▶ _WORK TO COMPLETE_
Nothing but the records, transcribed verbatim and stripped of images, should appear in the answer.

Stored data entries
##########

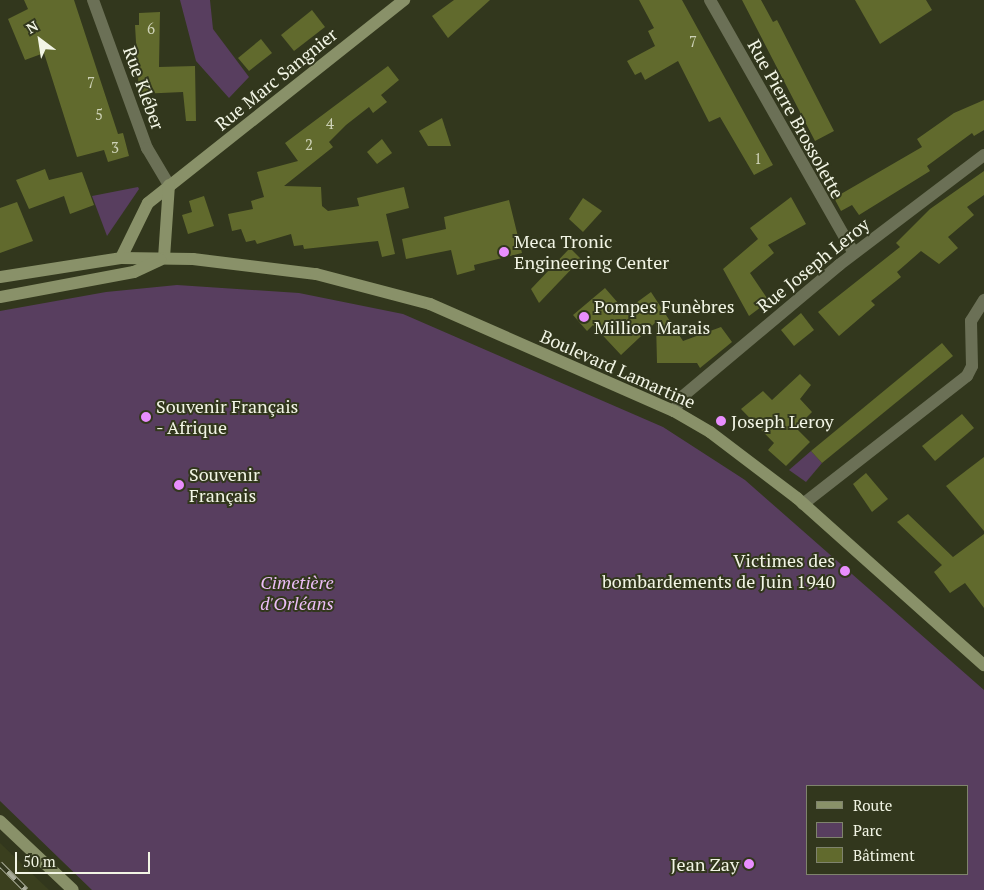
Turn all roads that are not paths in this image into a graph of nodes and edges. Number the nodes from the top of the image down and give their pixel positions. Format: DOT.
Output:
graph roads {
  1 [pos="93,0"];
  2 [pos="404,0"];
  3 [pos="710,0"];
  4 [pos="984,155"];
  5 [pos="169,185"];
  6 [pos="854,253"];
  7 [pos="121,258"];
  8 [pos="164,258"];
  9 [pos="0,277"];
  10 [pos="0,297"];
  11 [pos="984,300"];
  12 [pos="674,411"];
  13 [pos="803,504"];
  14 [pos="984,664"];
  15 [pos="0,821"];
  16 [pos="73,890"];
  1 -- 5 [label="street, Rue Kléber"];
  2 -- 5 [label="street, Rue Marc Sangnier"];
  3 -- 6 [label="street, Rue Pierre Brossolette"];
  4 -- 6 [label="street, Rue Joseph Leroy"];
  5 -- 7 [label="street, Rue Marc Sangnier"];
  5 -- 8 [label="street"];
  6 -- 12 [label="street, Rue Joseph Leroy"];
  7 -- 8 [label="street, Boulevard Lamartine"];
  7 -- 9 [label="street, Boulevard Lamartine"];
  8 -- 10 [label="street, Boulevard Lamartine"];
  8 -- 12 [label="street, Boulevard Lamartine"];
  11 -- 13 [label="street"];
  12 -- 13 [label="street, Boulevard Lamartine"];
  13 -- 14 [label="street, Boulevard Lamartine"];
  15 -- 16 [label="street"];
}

##########

▶ _SOLUTION_
Turn all roads that are not paths in this image into a graph of nodes and edges. Number the nodes from the top of the image down and give their pixel positions. Format: DOT.
Output:
graph roads {
  1 [pos="93,0"];
  2 [pos="404,0"];
  3 [pos="710,0"];
  4 [pos="984,155"];
  5 [pos="169,185"];
  6 [pos="854,253"];
  7 [pos="121,258"];
  8 [pos="164,258"];
  9 [pos="0,277"];
  10 [pos="0,297"];
  11 [pos="984,300"];
  12 [pos="674,411"];
  13 [pos="803,504"];
  14 [pos="984,664"];
  15 [pos="0,821"];
  16 [pos="73,890"];
  1 -- 5 [label="street, Rue Kléber"];
  2 -- 5 [label="street, Rue Marc Sangnier"];
  3 -- 6 [label="street, Rue Pierre Brossolette"];
  4 -- 6 [label="street, Rue Joseph Leroy"];
  5 -- 7 [label="street, Rue Marc Sangnier"];
  5 -- 8 [label="street"];
  6 -- 12 [label="street, Rue Joseph Leroy"];
  7 -- 8 [label="street, Boulevard Lamartine"];
  7 -- 9 [label="street, Boulevard Lamartine"];
  8 -- 10 [label="street, Boulevard Lamartine"];
  8 -- 12 [label="street, Boulevard Lamartine"];
  11 -- 13 [label="street"];
  12 -- 13 [label="street, Boulevard Lamartine"];
  13 -- 14 [label="street, Boulevard Lamartine"];
  15 -- 16 [label="street"];
}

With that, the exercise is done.